I'm really stuck on why this isn't working. Doesn't subtracting the datetimes create a timedelta? I don't need to return the hour, just the minutes in the timedelta, correct? Doens't timedelta mean the difference between the two times?

Please help?

2 Answers

Kenneth Love
STAFF
Kenneth Love
Treehouse Guest Teacher

I'm really stuck on why this isn't working. Doesn't subtracting the datetimes create a timedelta? I don't need to return the hour, just the minutes in the timedelta, correct? Doens't timedelta mean the difference between the two times?

Yes, subtracting two datetimes will get you a timedelta but your code has you accessing the minute of each datetime before you're subtracting them. If datetime1 has a minute of 55 and datetime2 has a minute of 25, your code will give back 30, even if they were really 5 1/2 hours away from each other. You need to get the timedelta first and then calculate the minutes from that.

Jonell Alvi
Jonell Alvi
4,259 Points

Thanks for helping me! I understand that I need to get the time delta first. Here's what I'm attempting:

import datetime

def minutes(dt_1, dt_2):  
  delta = (dt_1 - dt_2)
  return round(delta.seconds / 60)

But it isn't returning the correct value to pass the exercise. I'd love to know how to figure this out on my own. It would really help in these exercises to know what the inputs are. Or some kind of hint. I've spent so much time on this and searching the forums for help.

Kenneth Love
Kenneth Love
Treehouse Guest Teacher

You found a place where I need to provide more information. I'm going to update the CC in just a minute. Sorry about that!

EDIT: I've updated the challenge to explain a bit more. I thought the comment of "The first will always be older" would explain it but now I see that that wasn't nearly enough (thanks for finding that!).

Since the first datetime is older, that makes it a smaller number. That means you need to do datetime2 - datetime1, not datetime1 - datetime2.

Hi Kenneth Love ,

Are we supposed to assume for this challenge that the 2 datetime's will be less than a day apart?

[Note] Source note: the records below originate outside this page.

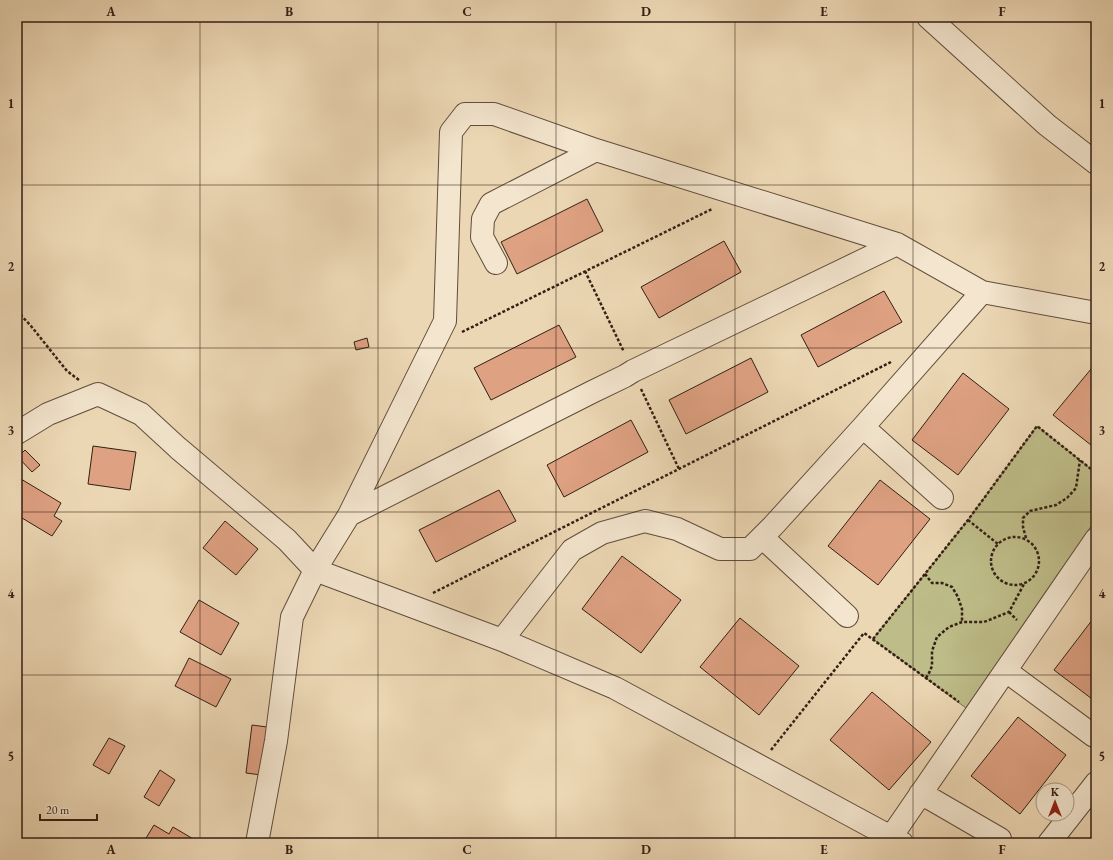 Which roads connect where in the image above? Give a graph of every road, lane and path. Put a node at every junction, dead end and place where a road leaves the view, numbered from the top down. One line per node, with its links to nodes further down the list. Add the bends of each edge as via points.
1 (928, 17): 3 (street, via 1047,125)
2 (596, 150): 5 (street); 6 (street, via 491,204 482,218 482,237); 18 (street, via 494,114 465,114 451,132 445,321)
3 (1096, 162)
4 (715, 207): 10 (path)
5 (897, 244): 7 (street); 18 (street, via 633,371)
6 (496, 263)
7 (982, 292): 9 (street); 13 (street)
8 (17, 311): 12 (path, via 66,372)
9 (1096, 313)
10 (461, 333)
11 (895, 360): 28 (path)
12 (98, 394): 14 (street, via 48,414); 25 (street, via 141,414 287,540)
13 (863, 427): 17 (street); 20 (street)
14 (17, 433)
15 (1080, 460): 16 (path); 19 (path, via 1037,426); 21 (path, via 1076,488 1067,498 1056,505 1030,511 1023,518)
16 (1096, 473)
17 (942, 498)
18 (349, 514): 25 (street)
19 (968, 520): 23 (path); 26 (path)
20 (762, 537): 29 (street); 32 (street, via 750,549 720,549 677,529 645,521 602,533 572,550)
21 (1026, 539): 23 (path, via 1013,536); 27 (path, via 1037,549 1040,565 1031,579)
22 (1096, 539): 24 (street)
23 (998, 544): 27 (path, via 991,563 996,576 1015,585)
24 (1090, 562): 33 (street)
25 (315, 570): 32 (street); 42 (street, via 292,617 276,741)
26 (925, 574): 30 (path, via 932,583 952,587 962,609); 31 (path)
27 (1024, 584): 30 (path, via 1009,612 984,622)
28 (427, 596)
29 (847, 616)
30 (962, 622): 34 (path, via 949,627 937,637 932,651 932,666)
31 (873, 639): 34 (path); 37 (path, via 864,633)
32 (502, 640): 41 (street, via 615,688)
33 (1006, 671): 36 (street); 39 (street)
34 (926, 678): 35 (path)
35 (960, 704)
36 (1094, 736)
37 (766, 755)
38 (1096, 783): 43 (street)
39 (920, 794): 40 (street); 41 (street)
40 (1000, 839)
41 (897, 840)
42 (257, 843)
43 (1049, 843) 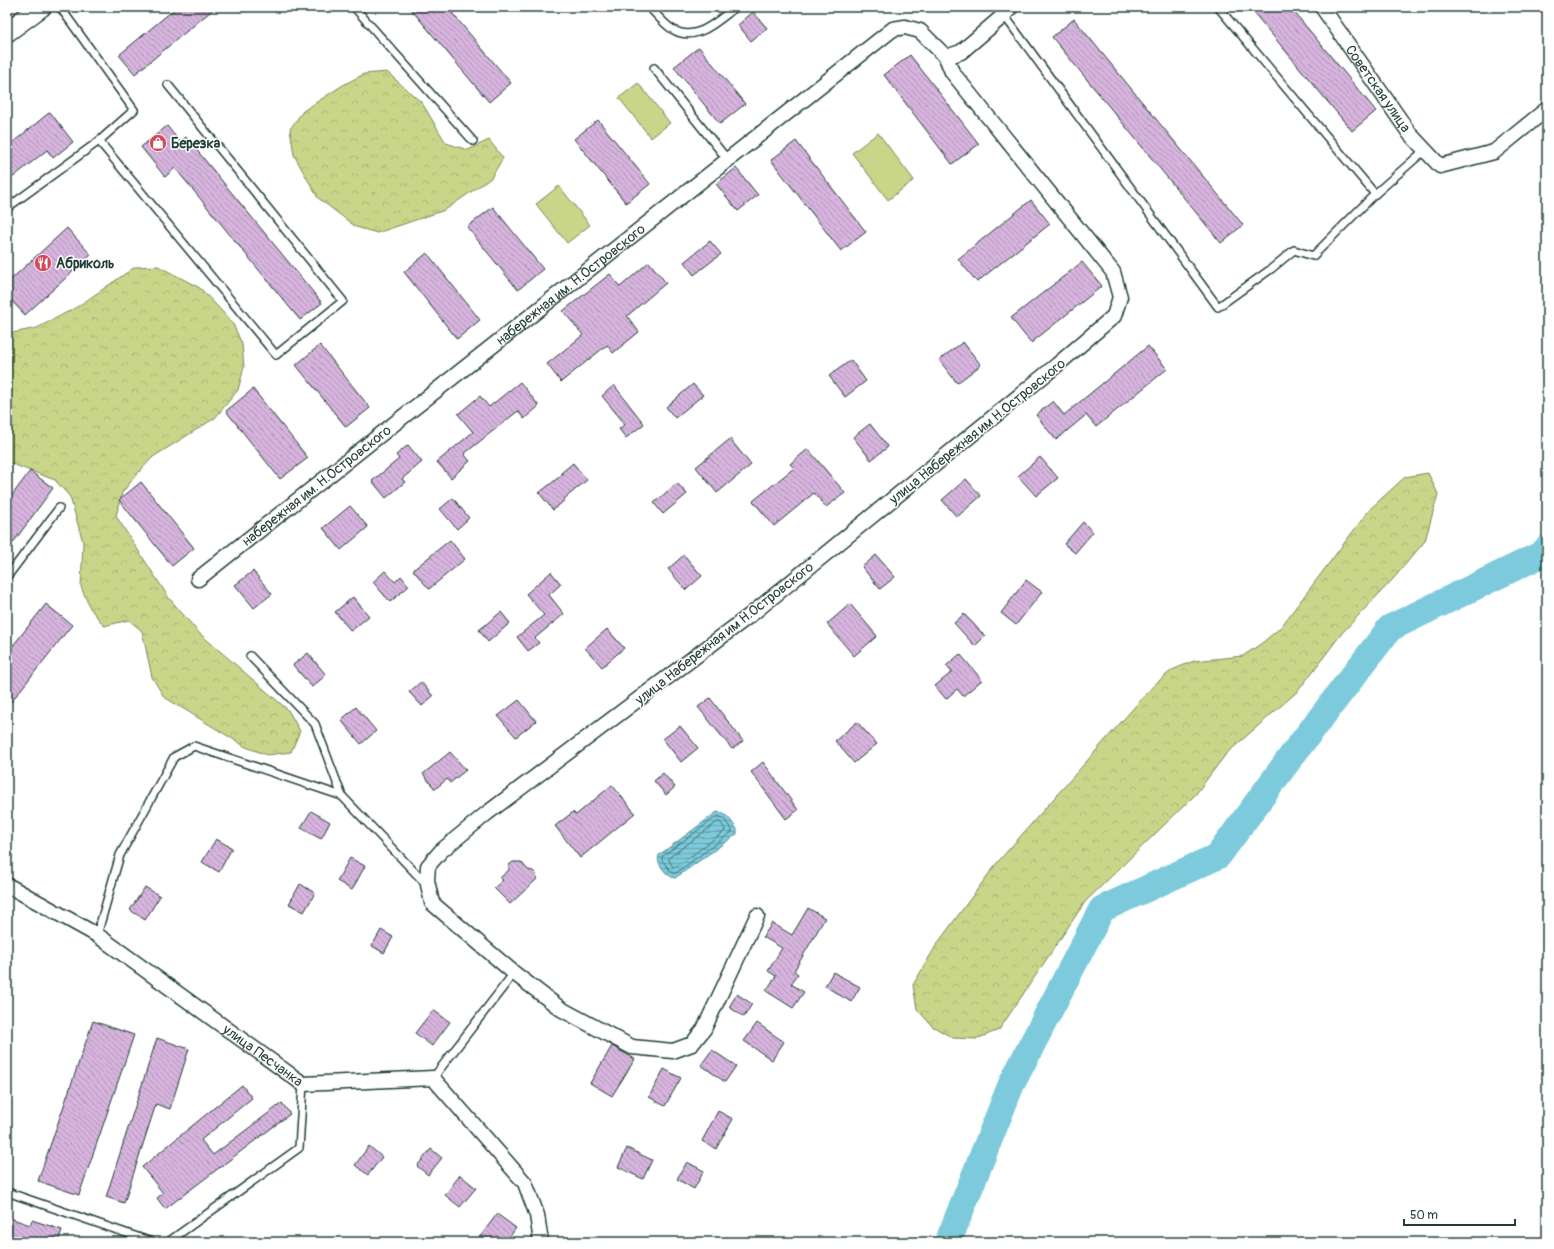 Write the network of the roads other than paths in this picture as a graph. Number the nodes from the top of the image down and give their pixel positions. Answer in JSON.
{"nodes":[{"id":1,"x":41,"y":7,"type":"edge"},
{"id":2,"x":60,"y":7,"type":"edge"},
{"id":3,"x":354,"y":7,"type":"edge"},
{"id":4,"x":649,"y":7,"type":"edge"},
{"id":5,"x":736,"y":7,"type":"edge"},
{"id":6,"x":1218,"y":7,"type":"edge"},
{"id":7,"x":1322,"y":7,"type":"edge"},
{"id":8,"x":1008,"y":11,"type":"edge"},
{"id":9,"x":7,"y":32,"type":"edge"},
{"id":10,"x":946,"y":57,"type":"junction"},
{"id":11,"x":654,"y":68,"type":"dead end"},
{"id":12,"x":168,"y":85,"type":"dead end"},
{"id":13,"x":1547,"y":109,"type":"edge"},
{"id":14,"x":473,"y":141,"type":"dead end"},
{"id":15,"x":99,"y":142,"type":"junction"},
{"id":16,"x":1425,"y":150,"type":"junction"},
{"id":17,"x":727,"y":159,"type":"junction"},
{"id":18,"x":1376,"y":194,"type":"junction"},
{"id":19,"x":7,"y":208,"type":"edge"},
{"id":20,"x":1120,"y":296,"type":"joint"},
{"id":21,"x":59,"y":508,"type":"dead end"},
{"id":22,"x":7,"y":577,"type":"edge"},
{"id":23,"x":198,"y":579,"type":"dead end"},
{"id":24,"x":250,"y":656,"type":"dead end"},
{"id":25,"x":342,"y":796,"type":"junction"},
{"id":26,"x":7,"y":886,"type":"edge"},
{"id":27,"x":429,"y":888,"type":"junction"},
{"id":28,"x":757,"y":916,"type":"dead end"},
{"id":29,"x":97,"y":935,"type":"junction"},
{"id":30,"x":514,"y":973,"type":"junction"},
{"id":31,"x":433,"y":1078,"type":"junction"},
{"id":32,"x":303,"y":1084,"type":"junction"},
{"id":33,"x":7,"y":1192,"type":"edge"},
{"id":34,"x":152,"y":1242,"type":"edge"},
{"id":35,"x":168,"y":1242,"type":"edge"},
{"id":36,"x":541,"y":1242,"type":"edge"}],
"edges":[{"from":1,"to":9,"type":"street"},
{"from":2,"to":15,"type":"lane"},
{"from":3,"to":14,"type":"lane"},
{"from":4,"to":5,"type":"lane"},
{"from":6,"to":18,"type":"lane"},
{"from":7,"to":16,"type":"street","name":"Советская улица"},
{"from":8,"to":10,"type":"street"},
{"from":8,"to":18,"type":"lane"},
{"from":10,"to":17,"type":"street","name":"набережная им. Н.Островского"},
{"from":10,"to":20,"type":"street","name":"набережная им. Н.Островского"},
{"from":11,"to":17,"type":"lane"},
{"from":12,"to":15,"type":"lane"},
{"from":13,"to":16,"type":"street","name":"Советская улица"},
{"from":15,"to":19,"type":"lane"},
{"from":16,"to":18,"type":"lane"},
{"from":17,"to":23,"type":"street","name":"набережная им. Н.Островского"},
{"from":20,"to":27,"type":"street","name":"улица Набережная им Н.Островского"},
{"from":21,"to":22,"type":"lane"},
{"from":24,"to":25,"type":"lane"},
{"from":25,"to":27,"type":"lane"},
{"from":25,"to":29,"type":"lane"},
{"from":26,"to":29,"type":"street","name":"улица Песчанка"},
{"from":27,"to":30,"type":"street","name":"улица Набережная им Н.Островского"},
{"from":28,"to":30,"type":"street","name":"улица Набережная им Н.Островского"},
{"from":29,"to":32,"type":"street","name":"улица Песчанка"},
{"from":30,"to":31,"type":"lane"},
{"from":31,"to":32,"type":"street","name":"улица Песчанка"},
{"from":31,"to":36,"type":"street"},
{"from":32,"to":35,"type":"lane"},
{"from":33,"to":34,"type":"lane"}]}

The code posted here does pass, once subtraction order is corrected, but I thought delta.seconds would only give you the total number of seconds in a partial day. It seems like we also need to convert the number of days into minutes as well.

Something like return round(delta.days * 1440 + delta.seconds / 60)

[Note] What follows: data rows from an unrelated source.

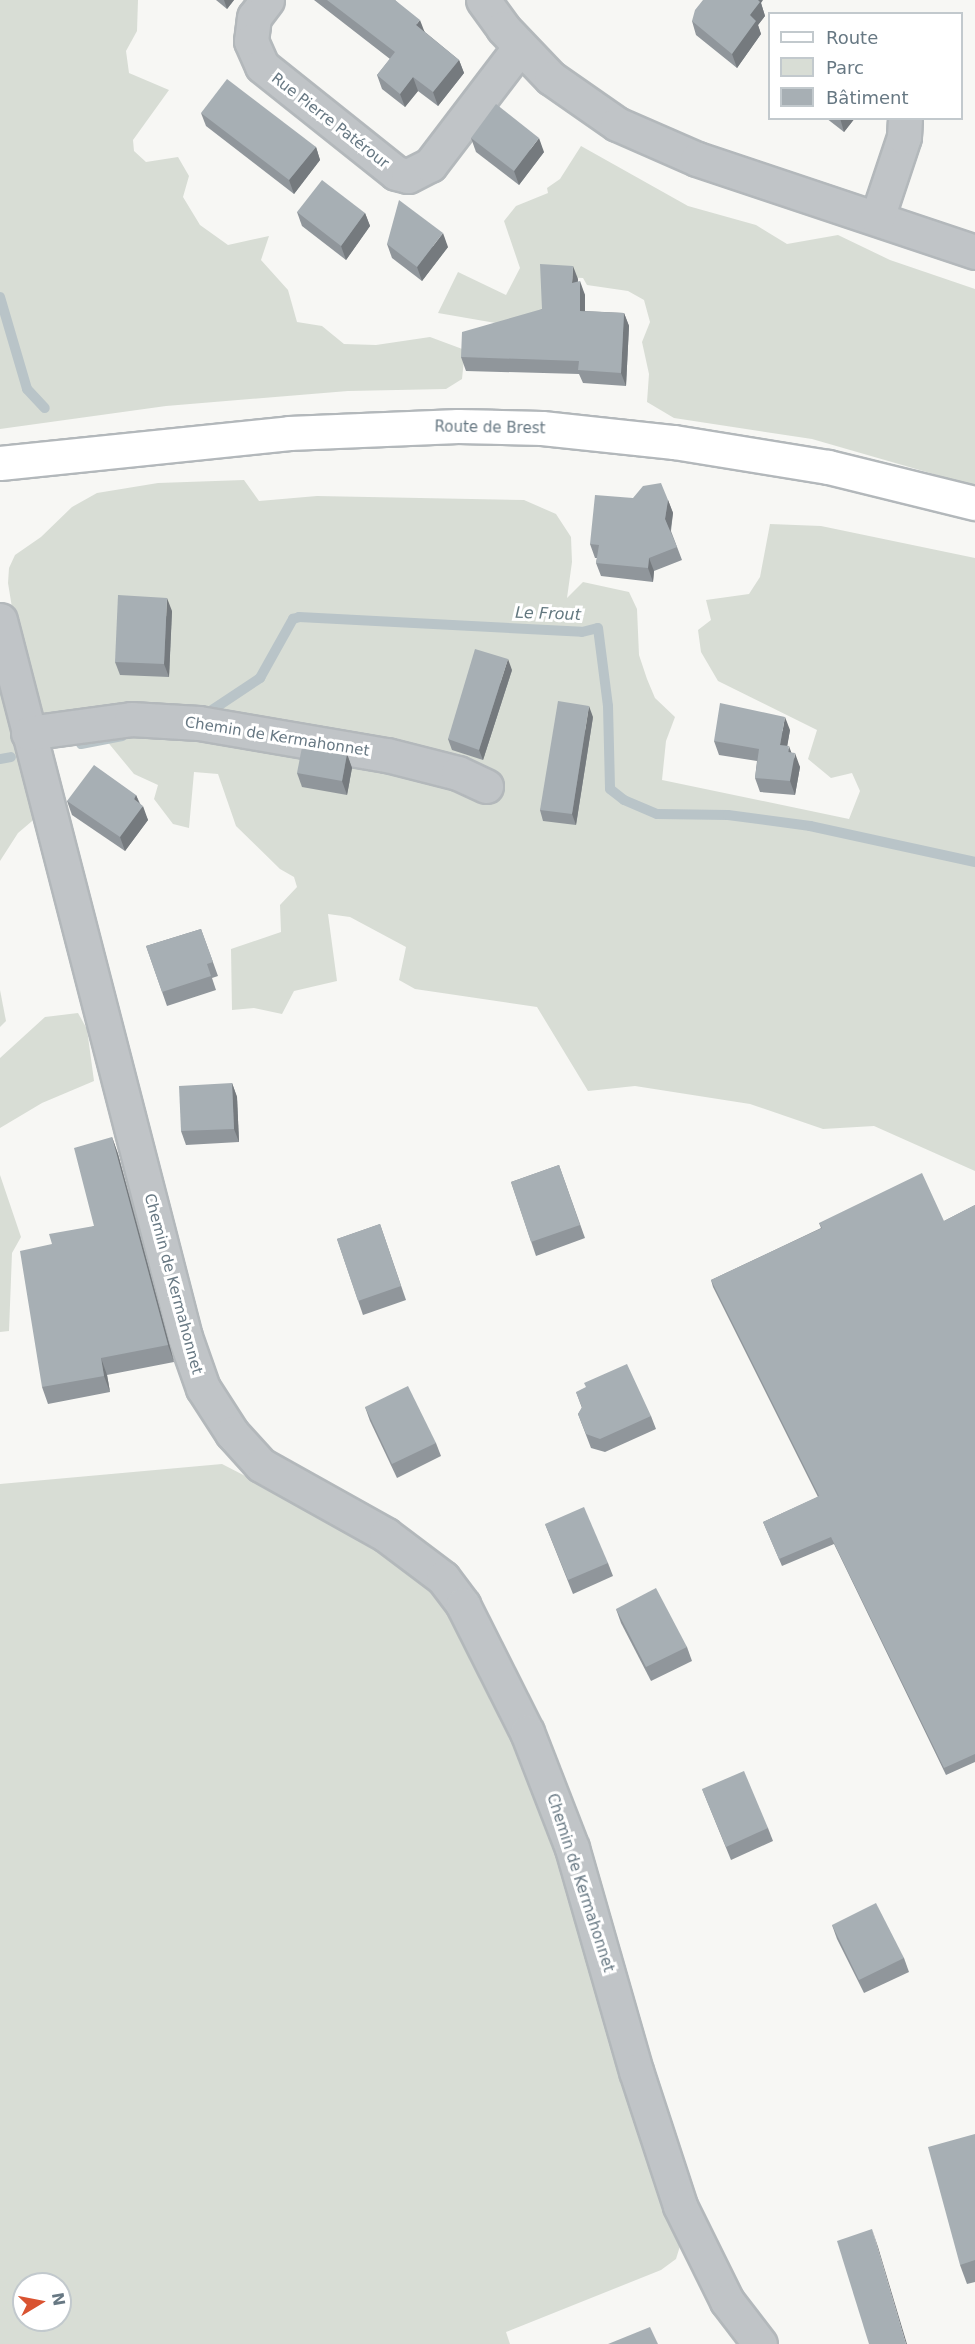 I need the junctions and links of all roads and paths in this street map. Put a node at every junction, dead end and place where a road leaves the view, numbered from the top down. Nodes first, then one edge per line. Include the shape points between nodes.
1 (267, 0) edge
2 (483, 0) edge
3 (520, 47) junction
4 (905, 120) edge
5 (877, 218) junction
6 (975, 252) edge
7 (0, 463) edge
8 (975, 503) edge
9 (0, 620) edge
10 (28, 733) junction
11 (486, 786) dead end
12 (760, 2344) edge

1 - 3 street, Rue Pierre Patérour via 254,17 251,41 262,66 396,174 408,176 430,165
2 - 3 street
3 - 5 street via 593,111 656,143
4 - 5 street via 904,137
5 - 6 street
7 - 8 main road, Route de Brest via 277,433 458,426 542,428 674,442 828,467
9 - 10 street, Chemin de Kermahonnet
10 - 11 street, Chemin de Kermahonnet via 131,719 191,722 387,755 458,773
10 - 12 street, Chemin de Kermahonnet via 185,1337 203,1388 232,1433 261,1465 386,1535 443,1578 463,1605 527,1732 572,1848 677,2196 728,2301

I saw in the documentation that there was a total_seconds() method which could make it cleaner.

return round(delta.total_seconds() / 60)

The docs also mentioned that this method was the same as doing td / datetime.timedelta(seconds=1)

Then I thought, if we need an answer in minutes then take the timedelta and divide by a timedelta that's a minute long.

return round(delta / datetime.timedelta(minutes=1))

In this challenge I got a timedelta by subtracting the two datetimes. I then used delta.second to get the seconds and divided by 60 to get the minutes. I really had to play with this one in the terminal to see what kind of numbers datetime and timedelta were giving me. Is there a cleaner way with some functions I am not seeing?

import datetime

def minutes (dt1, dt2):
  delta = dt2 - dt1
  return delta.seconds / 60

The reason you were getting a wrong answer is you are only looking at minutes, and not the hour, consider this.

if dt1 = 2:55 you are going to get 55 with .minute and dt2 = 3:00 you get 00 with .minute Then you are doing 55-00.

Kenneth Love
Kenneth Love
Treehouse Guest Teacher

Nope, the only way to get the difference is by making a timedelta.